La pausa è durata lo spazio di un week-end. Per Mario Draghi è già ora di tornare all’ordinaria follia della navigazione del suo litigioso governo di unità nazionale. Non sarà facile, anche se dal G20 di Roma, al di là della valutazione dei risultati concreti, il premier è uscito certamente rafforzato, un successo sul piano personale insieme a quello di squadra sul piano diplomatico e organizzativo.



La testa ora deve tornare sulla manovra economica, approvata venerdì scorso dal Consiglio dei ministri all’unanimità, e salutata con un applauso che per un attimo ha mascherato le divisioni, che ci sono, innegabili. Per quanto si tratti di una manovra fortemente espansiva, i nodi da sciogliere non mancano. Figurarsi se si fosse trattato di una legge di bilancio “lacrime e sangue”, come più volte avvenuto negli anni che hanno preceduto la pandemia.



Tre, essenzialmente, sono le questioni aperte. La prima da sola rende evidente la sfiducia di Draghi nella capacità dei partiti di volare alto in questo momento. Si tratta dei 12 miliardi di euro destinati al taglio delle tasse, che Palazzo Chigi ha provvisoriamente “congelato” in un fondo cui manca ancora l’esatta destinazione. Questa via inusuale è stata scelta di fronte alle avvisaglie di una zuffa fra le forze politiche intorno alla destinazione del “tesoretto”. La distribuzione verrà definita nel corso del passaggio parlamentare, consentendo più tempo per la mediazione fra posizioni di partenza estremamente lontane. Letta, ad esempio, vorrebbe concentrare l’intervento sul lavoro, su chi lo dà e su chi lavora. Salvini, che avrebbe voluto più risorse, pensa anche al taglio delle bollette energetiche (quattro miliardi dovrebbero andare comunque in questa direzione) e alle partite Iva. Una priorità questa rilevante anche per Forza Italia.



Non meno acceso si preannuncia il confronto sulla riforma delle pensioni. Draghi ha avvertito Salvini che il regime provvisorio di “Quota 100” non sarà prorogato oltre la sua scadenza del 31 dicembre. E se il leader leghista ha borbottato, ma ha cominciato un faticoso riposizionamento, non altrettanto hanno fatto i sindacati, che si sono dichiarati profondamente insoddisfatti dalla proposta di mediazione di alzare il limite a “Quota 102” (64 anni di età e 38 di contributi) per il solo 2022. Landini, Sbarra e Bombardieri minacciano lo sciopero, ma la sfida lanciata dal premier è quella di pensare ai giovani, di non arroccarsi troppo in difesa di squilibri che vengono giudicati indifendibili. Draghi che abbandona il tavolo, infastidito dalla rigidità della controparte sindacale, nonostante l’ufficiale motivazione di altri impegni, è l’emblema di un braccio di ferro che si prospetta difficile. Lo dimostra il richiamo ai giovani, alle loro scarse prospettive previdenziali, sbattuto in faccia ai leader sindacali. Salvini, per parte sua, deve scegliere se in questo scontro sia più opportuno defilarsi oppure schierarsi con Cgil, Cisl e Uil, con tutti i rischi di sconfitta che questo comporta.

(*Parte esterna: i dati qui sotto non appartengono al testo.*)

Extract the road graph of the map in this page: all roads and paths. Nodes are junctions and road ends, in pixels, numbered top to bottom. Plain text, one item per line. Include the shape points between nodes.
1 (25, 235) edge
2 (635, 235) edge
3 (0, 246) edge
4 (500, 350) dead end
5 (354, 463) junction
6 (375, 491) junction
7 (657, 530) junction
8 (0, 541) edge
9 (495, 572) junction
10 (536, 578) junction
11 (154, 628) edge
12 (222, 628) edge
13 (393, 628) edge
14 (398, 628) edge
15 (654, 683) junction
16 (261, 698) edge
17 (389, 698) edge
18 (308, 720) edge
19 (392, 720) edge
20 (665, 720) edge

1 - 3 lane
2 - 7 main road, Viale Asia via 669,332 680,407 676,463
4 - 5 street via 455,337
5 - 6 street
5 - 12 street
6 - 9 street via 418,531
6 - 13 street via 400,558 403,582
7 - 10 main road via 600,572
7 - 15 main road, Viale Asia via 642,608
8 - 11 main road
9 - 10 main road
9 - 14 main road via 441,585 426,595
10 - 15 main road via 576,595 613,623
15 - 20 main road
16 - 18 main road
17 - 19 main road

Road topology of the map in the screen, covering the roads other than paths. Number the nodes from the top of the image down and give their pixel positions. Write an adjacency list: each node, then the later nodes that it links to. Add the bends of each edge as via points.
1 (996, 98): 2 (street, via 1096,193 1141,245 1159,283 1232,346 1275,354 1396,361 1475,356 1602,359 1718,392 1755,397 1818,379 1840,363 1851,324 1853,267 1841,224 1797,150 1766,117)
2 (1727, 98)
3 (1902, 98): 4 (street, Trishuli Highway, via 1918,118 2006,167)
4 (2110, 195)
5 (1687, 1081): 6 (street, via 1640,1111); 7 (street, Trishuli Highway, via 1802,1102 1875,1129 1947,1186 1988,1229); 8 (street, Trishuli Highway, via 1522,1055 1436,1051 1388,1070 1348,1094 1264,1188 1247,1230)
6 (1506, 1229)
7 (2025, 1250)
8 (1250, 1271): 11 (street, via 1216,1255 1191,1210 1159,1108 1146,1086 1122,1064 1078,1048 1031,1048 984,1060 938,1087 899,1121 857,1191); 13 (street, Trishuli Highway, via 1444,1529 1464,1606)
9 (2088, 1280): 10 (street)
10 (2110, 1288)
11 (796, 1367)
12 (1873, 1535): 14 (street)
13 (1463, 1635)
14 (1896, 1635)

Anche sul reddito di cittadinanza Draghi sa che dovrà agire con gradualità per imporre la sua linea. Da una parte la strenua difesa che i 5 Stelle fanno della loro bandiera, dall’altra le pressioni per un significativo ridimensionamento da parte di Lega, Forza Italia e Italia viva, con il Pd fra i due fuochi. La differenza rispetto a “Quota 100” è che, almeno in linea di principio, il premier riconosce la validità del reddito, mentre ha sempre stroncato l’utilità della corsia agevolata per l’uscita dal mondo del lavoro.

Le due riforme simbolo del primo governo Conte rischiano, di conseguenza, di uscire dalla discussione della manovra economica una cancellata e l’altra così profondamente modificata da risultare irriconoscibile per i suoi promotori. Ma la linea indicata dall’Europa è questa, e Draghi è pronto a mettere in campo tutto il proprio peso politico ed il suo prestigio. Ci sono pochi dubbi sul fatto che la sua linea politica finirà per prevalere, anche i leader di partito lo sanno, sono quasi rassegnati all’idea, anche se tenteranno sino all’ultimo di strappare concessioni favorevoli. Di fronte alla maggioranza di governo si aprono due mesi particolarmente turbolenti, che tutti interpreteranno con l’occhio rivolto alla partita successiva, quella del Quirinale. Ma anche in quel caso il primo parere da tenere in considerazione sarà quello di Mario Draghi.